Activation of DNA-binding nuclear factors by ANG II. EMSA for the detection of NF-κB and AP-1 shows a higher binding activity of dTGR heart extracts compared with SD rats. Valsartan treatment reduced levels of NF-κB and AP-1 in the heart. EMSA was performed 3 times independently with similar results.

Figure 5.

Untreated dTGR show significantly increased c-fos (A) and TF (B) mRNA levels. Valsartan reduced both c-fos (*P < 0.05) and TF expression (P = 0.055). mRNA levels of the target genes were normalized for the housekeeping gene GAPDH. Results are expressed as mean ± SE of 5 to 8 animals per group.

Figure 6.

Immunohistochemical analysis (phase contrast resolution) shows the localization of the subunit p65 of NF-κB in a cardiac vessel. NF-κB activity was increased in the endothelium and smooth muscle cells of damaged dTGR vessels (A−C). The antibody only recognizes the active form of NF-κB after dissociation of its inhibitor I-κBα. D−F: Representative immunohistochemical photomicrographs of TF in dTGR cardiac vessels, valsartan-treated dTGR, and SD rats. TF expression was increased in the endothelium and smooth muscles. The staining pattern of TF resembles the localization of p65 in the vessel wall of dTGR. AT₁ receptor blockade markedly reduced ANG II-induced TF expression. Nontransgenic SD rats were used as negative controls (C and F).

Figure 7.

Representative immunohistochemical photomicrographs of TF in the heart of dTGR (A), valsartan-treated dTGR (B), and SD rats (C). TF expression was increased in the endothelium, smooth muscle cells, adventitia, and in infiltrating cells. TF expression was markedly reduced by valsartan.

Figure 8.

TF promoter activity induced by ANG II in human coronary smooth muscle cells (VSMC). A shows various deletion mutants of the human TF promoter. B shows the average fold induction of luciferase activity expressed by each plasmid in response to 10⁻ mol/L ANG II with and without valsartan preincubation. The average fold induction of luciferase activity is expressed as percentage of unstimulated experiment. The measurements were performed in duplicate.
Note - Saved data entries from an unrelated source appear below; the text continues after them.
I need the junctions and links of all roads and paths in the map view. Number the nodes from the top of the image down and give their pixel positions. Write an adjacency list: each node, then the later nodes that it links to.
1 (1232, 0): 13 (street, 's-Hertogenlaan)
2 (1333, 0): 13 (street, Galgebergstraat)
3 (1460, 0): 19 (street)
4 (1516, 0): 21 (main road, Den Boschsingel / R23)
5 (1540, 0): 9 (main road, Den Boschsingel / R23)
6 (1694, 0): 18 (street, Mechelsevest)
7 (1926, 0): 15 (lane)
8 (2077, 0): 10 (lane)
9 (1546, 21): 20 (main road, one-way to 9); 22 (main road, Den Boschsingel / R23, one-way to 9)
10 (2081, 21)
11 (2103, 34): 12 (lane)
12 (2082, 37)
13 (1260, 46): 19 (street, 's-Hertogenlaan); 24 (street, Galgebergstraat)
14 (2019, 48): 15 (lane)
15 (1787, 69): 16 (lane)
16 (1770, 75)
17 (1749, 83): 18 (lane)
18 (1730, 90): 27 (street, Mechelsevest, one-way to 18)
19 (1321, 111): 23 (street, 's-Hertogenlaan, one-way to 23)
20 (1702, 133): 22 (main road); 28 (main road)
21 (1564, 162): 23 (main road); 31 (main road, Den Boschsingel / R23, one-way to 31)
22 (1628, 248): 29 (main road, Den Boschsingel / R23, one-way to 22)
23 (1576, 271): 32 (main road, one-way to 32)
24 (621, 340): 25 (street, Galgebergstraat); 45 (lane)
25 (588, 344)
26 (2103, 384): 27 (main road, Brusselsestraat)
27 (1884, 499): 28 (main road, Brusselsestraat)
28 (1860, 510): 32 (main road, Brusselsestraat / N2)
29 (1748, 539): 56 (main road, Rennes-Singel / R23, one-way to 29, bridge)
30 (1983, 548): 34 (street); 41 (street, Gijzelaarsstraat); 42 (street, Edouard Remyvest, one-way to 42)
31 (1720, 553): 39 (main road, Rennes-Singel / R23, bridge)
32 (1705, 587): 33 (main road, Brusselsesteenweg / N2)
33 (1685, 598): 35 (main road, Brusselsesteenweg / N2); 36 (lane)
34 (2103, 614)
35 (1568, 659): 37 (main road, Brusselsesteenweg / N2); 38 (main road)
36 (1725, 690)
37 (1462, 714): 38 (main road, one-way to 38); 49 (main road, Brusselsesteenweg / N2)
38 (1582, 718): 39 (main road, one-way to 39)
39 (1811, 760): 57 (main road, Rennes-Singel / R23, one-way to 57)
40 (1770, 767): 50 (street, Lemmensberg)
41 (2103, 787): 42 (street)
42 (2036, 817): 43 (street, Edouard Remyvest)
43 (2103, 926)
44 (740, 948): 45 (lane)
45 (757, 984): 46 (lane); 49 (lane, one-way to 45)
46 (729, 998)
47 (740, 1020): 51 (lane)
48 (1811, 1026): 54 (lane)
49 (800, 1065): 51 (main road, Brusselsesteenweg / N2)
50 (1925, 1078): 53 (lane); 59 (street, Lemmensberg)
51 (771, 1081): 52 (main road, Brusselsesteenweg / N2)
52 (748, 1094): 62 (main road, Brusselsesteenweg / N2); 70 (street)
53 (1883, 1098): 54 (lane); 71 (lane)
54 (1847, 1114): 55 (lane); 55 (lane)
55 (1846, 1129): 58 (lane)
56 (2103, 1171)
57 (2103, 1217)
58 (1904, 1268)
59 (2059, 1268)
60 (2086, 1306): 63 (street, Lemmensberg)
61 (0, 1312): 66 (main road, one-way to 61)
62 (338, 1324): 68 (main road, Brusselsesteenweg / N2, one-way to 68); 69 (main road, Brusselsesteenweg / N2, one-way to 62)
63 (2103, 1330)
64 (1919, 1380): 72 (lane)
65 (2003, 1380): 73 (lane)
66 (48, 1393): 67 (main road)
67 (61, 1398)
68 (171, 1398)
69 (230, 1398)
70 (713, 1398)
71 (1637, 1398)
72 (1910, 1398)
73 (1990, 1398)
Results are expressed as mean ± SE of 3 to 5 independent transfections.

Figure 9.

TF promoter activity induced by ANG II in CHO cells overexpressing the AT₁ receptor (CHO-AT₁) and the corresponding wild-type cell line (CHO-WT). A shows various deletion mutants of the human TF promoter. B shows the average fold induction of luciferase activity expressed by each plasmid in response to 10⁻ mol/L ANG II with and without valsartan preincubation. The average fold induction of luciferase activity is expressed as percentage of unstimulated experiment. The measurements were performed in duplicate. Results are expressed as mean ± SE of 3 to 5 independent transfections.